Cornwell's father – who escaped from his "orthodox but repressive upbringing" as son of "a respectable nonconformist bricklayer who became a house builder and mayor of Poole" – had been jailed for insurance fraud and was a known associate of the Kray twins. The family was continually in debt. The father–son relationship has been described as "difficult". The Guardian reported that Le Carré recalled that he had been "beaten up by his father and grew up mostly starved of affection after his mother abandoned him at the age of five". Rick Pym, a scheming con man and the father of A Perfect Spy protagonist Magnus Pym, was based on Ronnie. When his father died in 1975, Cornwell paid for a memorial funeral service but did not attend, a plot point repeated in A Perfect Spy.

Cornwell's schooling began at St Andrew's Preparatory School, near Pangbourne, Berkshire, and continued at Sherborne School. He grew unhappy with the typically harsh English public school regime of the time and disliked his disciplinarian housemaster. He left Sherborne early to study foreign languages at the University of Bern from 1948 to 1949.
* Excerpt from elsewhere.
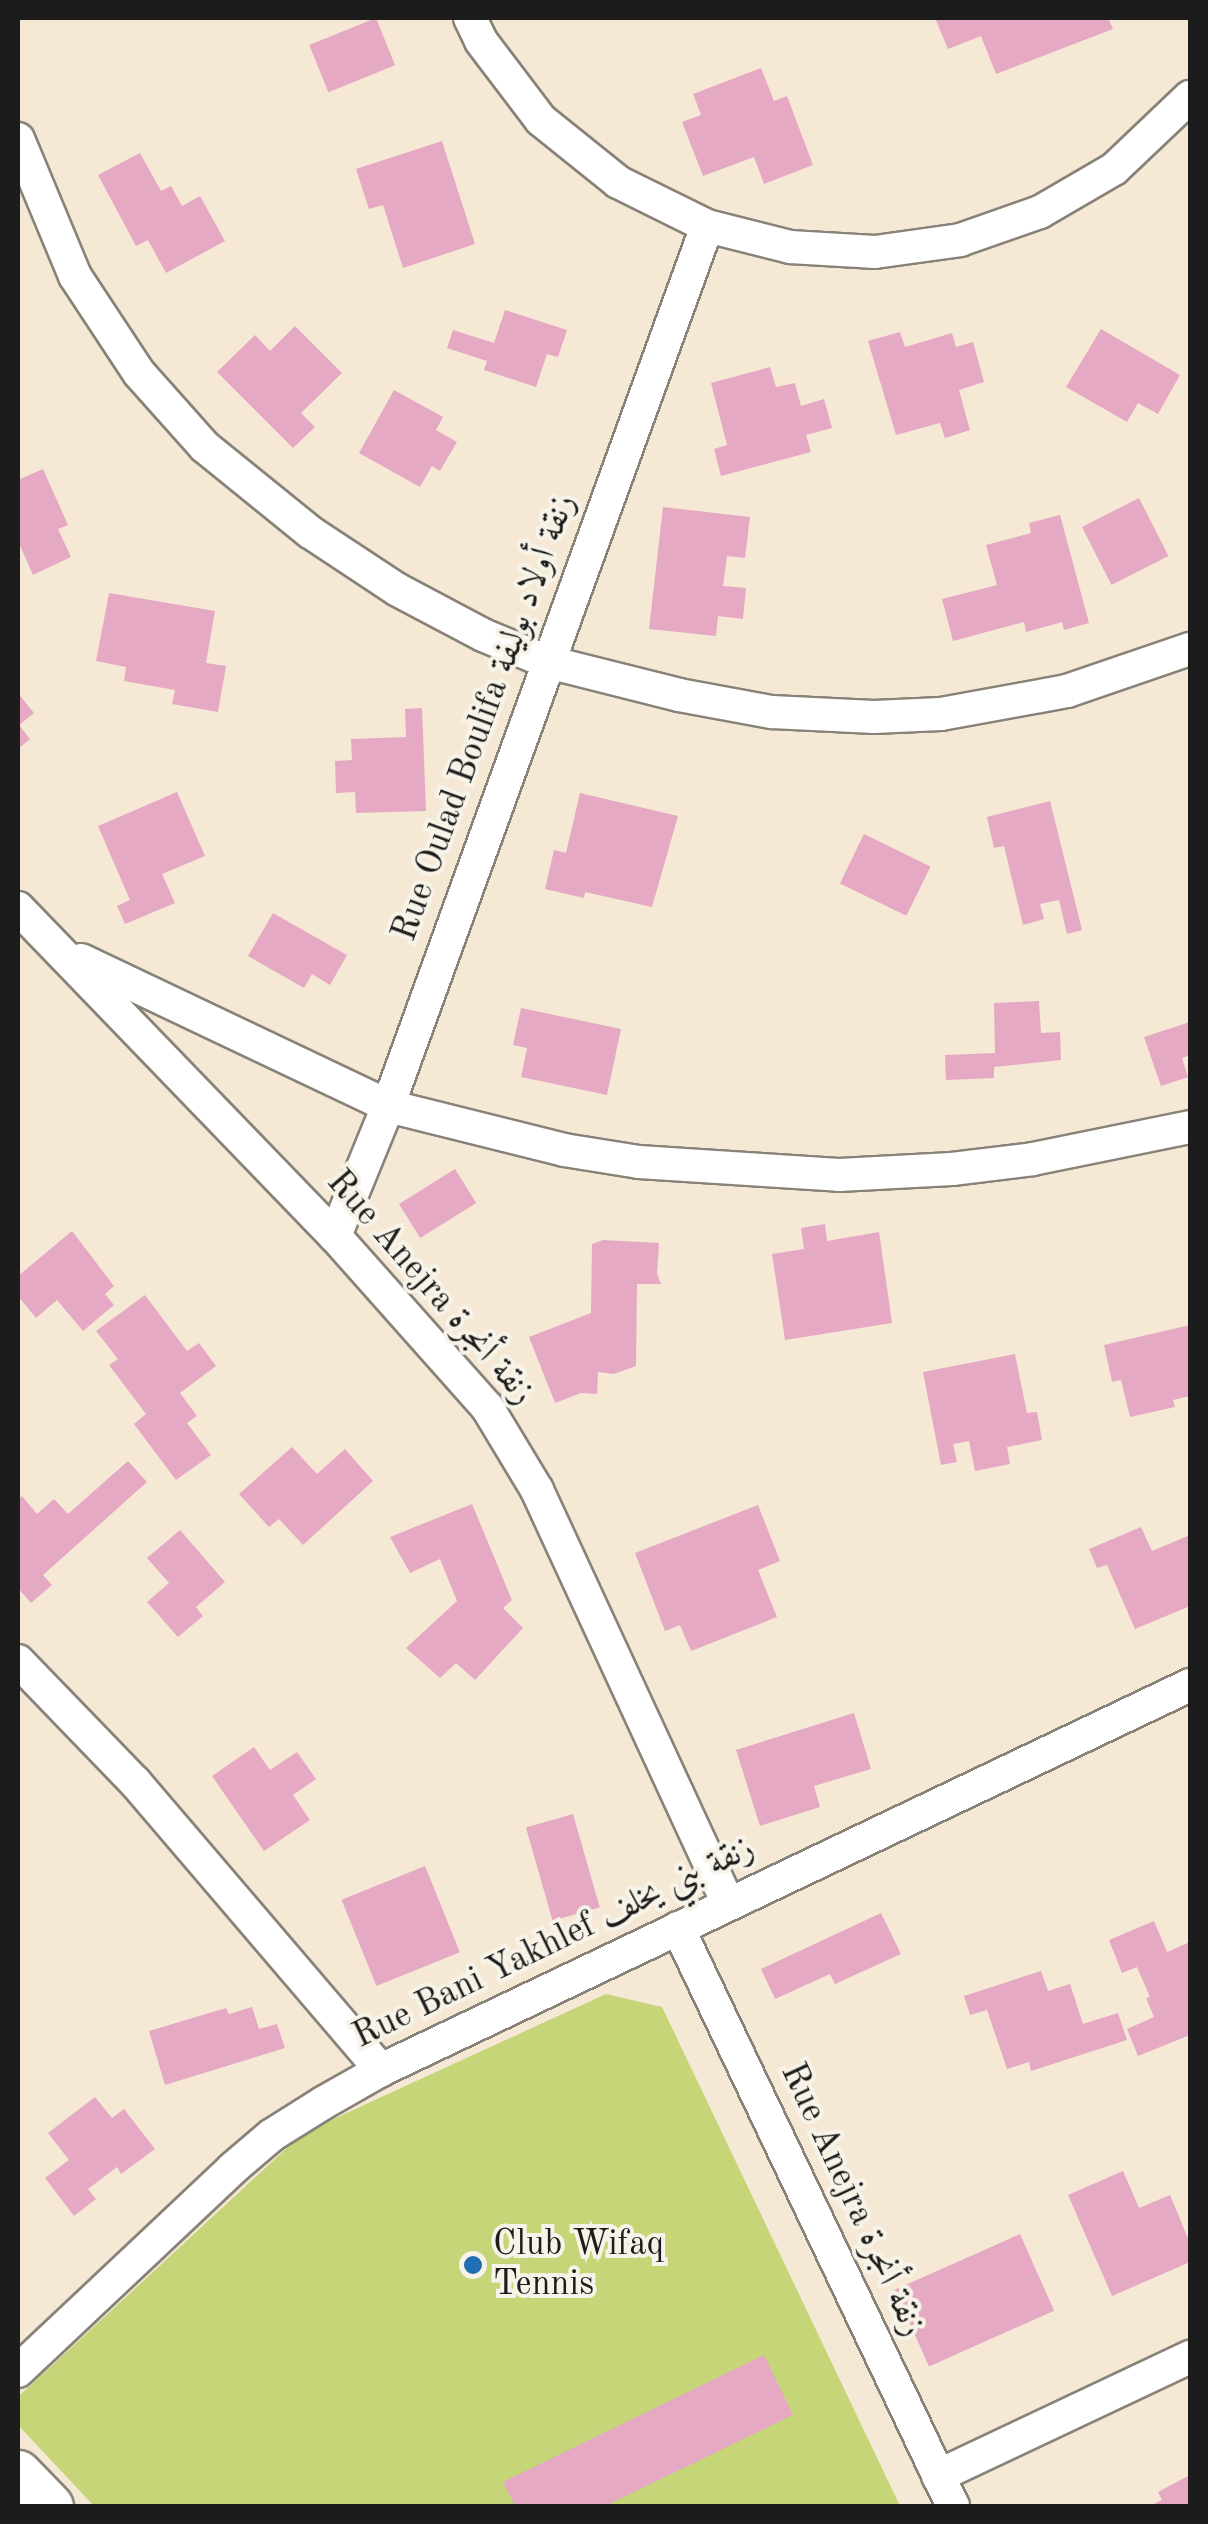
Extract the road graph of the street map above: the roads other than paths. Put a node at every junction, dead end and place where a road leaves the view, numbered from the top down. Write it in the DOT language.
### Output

In 1950, he was called up for National Service in the British Army, and was commissioned in the Intelligence Corps as a second lieutenant on 21 October 1950. He was garrisoned in Allied-occupied Austria, serving as a German language interrogator of people who had crossed the Iron Curtain to the West. He transferred to the Supplementary Reserve of Officers on 1 July 1952, and was promoted to acting lieutenant on that date with seniority from 29 June 1952. In 1952, he returned to England to study at Lincoln College, Oxford, where he worked covertly for the Security Service, MI5, spying on far-left groups for information about possible Soviet agents. During his studies, he was a member of The Gridiron Club and a college dining society known as The Goblin Club. He was promoted to substantive lieutenant on 19 October 1954, with seniority from 29 June 1952.
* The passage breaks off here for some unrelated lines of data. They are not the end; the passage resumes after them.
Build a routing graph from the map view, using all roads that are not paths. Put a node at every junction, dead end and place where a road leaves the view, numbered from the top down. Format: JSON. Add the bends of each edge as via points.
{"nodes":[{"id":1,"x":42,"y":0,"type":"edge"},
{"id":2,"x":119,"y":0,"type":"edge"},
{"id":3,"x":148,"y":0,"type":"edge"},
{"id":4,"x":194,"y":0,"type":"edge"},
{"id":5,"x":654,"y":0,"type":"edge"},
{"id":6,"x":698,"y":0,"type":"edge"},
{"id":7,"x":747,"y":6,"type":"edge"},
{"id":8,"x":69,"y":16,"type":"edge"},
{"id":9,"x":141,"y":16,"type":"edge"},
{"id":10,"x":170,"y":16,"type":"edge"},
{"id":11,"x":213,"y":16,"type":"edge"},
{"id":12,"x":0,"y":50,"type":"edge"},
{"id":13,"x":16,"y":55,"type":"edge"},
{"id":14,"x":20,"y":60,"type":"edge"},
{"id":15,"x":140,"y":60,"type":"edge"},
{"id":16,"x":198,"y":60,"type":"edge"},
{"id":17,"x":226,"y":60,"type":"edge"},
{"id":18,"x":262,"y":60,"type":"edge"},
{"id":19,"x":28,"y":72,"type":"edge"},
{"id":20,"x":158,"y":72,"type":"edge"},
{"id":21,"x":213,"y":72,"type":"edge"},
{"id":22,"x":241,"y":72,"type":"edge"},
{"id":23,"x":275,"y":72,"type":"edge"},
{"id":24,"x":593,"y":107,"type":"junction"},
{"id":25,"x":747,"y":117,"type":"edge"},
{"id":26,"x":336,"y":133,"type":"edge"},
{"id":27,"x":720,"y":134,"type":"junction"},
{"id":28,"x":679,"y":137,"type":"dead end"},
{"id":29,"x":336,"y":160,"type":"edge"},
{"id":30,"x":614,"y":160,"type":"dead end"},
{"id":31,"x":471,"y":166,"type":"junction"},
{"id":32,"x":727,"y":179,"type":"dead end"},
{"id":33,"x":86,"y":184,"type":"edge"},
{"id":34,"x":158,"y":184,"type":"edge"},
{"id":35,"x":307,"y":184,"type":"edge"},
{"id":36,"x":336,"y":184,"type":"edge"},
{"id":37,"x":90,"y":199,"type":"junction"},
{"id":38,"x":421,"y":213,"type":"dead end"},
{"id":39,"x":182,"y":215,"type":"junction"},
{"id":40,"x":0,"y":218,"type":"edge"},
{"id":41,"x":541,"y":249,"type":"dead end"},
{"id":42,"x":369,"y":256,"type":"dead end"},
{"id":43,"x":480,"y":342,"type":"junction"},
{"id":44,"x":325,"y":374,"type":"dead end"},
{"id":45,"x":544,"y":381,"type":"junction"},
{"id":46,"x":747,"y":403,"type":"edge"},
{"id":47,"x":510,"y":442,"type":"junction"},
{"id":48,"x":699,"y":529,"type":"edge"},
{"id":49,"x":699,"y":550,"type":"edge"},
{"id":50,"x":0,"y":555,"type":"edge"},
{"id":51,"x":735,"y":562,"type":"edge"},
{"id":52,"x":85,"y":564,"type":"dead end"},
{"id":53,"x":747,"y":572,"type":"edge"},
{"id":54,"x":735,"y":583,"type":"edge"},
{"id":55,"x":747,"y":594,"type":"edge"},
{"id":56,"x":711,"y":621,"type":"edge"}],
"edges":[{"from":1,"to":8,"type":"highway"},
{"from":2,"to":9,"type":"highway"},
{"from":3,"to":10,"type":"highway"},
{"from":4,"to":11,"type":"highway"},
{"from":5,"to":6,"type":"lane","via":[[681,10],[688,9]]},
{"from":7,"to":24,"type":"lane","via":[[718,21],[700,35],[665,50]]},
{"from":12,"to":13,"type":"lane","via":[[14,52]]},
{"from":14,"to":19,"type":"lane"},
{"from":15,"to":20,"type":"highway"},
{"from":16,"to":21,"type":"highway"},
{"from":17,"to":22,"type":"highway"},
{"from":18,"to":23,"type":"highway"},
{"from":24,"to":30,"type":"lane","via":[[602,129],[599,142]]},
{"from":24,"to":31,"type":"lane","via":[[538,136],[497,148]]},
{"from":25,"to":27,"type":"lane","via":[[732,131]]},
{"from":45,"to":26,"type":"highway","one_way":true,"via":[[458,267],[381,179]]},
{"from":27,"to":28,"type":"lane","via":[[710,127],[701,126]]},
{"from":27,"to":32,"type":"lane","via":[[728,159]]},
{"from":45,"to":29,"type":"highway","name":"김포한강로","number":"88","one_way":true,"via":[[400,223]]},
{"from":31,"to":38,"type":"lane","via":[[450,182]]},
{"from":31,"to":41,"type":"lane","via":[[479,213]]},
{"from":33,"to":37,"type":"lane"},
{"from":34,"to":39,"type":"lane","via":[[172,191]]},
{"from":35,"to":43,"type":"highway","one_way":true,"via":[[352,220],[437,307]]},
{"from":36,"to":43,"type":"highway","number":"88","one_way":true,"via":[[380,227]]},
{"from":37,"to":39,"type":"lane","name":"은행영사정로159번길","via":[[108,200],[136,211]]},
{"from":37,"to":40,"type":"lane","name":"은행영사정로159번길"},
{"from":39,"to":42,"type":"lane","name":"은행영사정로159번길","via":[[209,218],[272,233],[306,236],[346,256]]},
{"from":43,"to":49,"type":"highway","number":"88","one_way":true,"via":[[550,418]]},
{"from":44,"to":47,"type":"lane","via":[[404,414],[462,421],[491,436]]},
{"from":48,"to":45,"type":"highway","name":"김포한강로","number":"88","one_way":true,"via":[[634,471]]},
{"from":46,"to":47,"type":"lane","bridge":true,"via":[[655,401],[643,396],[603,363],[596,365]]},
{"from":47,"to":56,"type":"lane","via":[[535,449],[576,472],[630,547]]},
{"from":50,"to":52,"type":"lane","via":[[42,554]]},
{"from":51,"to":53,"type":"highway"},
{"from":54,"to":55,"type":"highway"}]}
When his father was declared bankrupt in 1954, Cornwell left Oxford to teach at Millfield Preparatory School; however, a year later, he returned to Oxford, and graduated in 1956 with a first-class degree in modern languages with a German literature concentration. He then taught French and German at Eton College for two years, before becoming an MI5 officer in 1958.

==Work in security services==
Cornwell ran agents, conducted interrogations, tapped telephone lines and effected break-ins. Encouraged by Lord Clanmorris (who wrote crime novels as "John Bingham"), and while being an active MI5 officer, he began writing his first novel, Call for the Dead (1961). Cornwell identified Lord Clanmorris as one of two models for George Smiley, the spymaster of the Circus, the other being Vivian H. H. Green. As a schoolboy, Cornwell first met the latter when Green was the Chaplain and Assistant Master at Sherborne School (1942–51). The friendship continued after Green's move to Lincoln College, where he tutored Cornwell.

In 1960, Cornwell transferred to MI6, the foreign-intelligence service, and worked under the cover of Second Secretary at the British Embassy in Bonn. He was later transferred to Hamburg as a political consul. There, he wrote the detective story A Murder of Quality (1962) and The Spy Who Came in from the Cold (1963), as "John le Carré" – a pseudonym required because Foreign Office staff were forbidden to publish under their own names. The meaning of the pseudonym is ambiguous: he sometimes said he had seen "le Carré" on a storefront, and later said he could not remember an origin. When translated, "le carré" means "the square".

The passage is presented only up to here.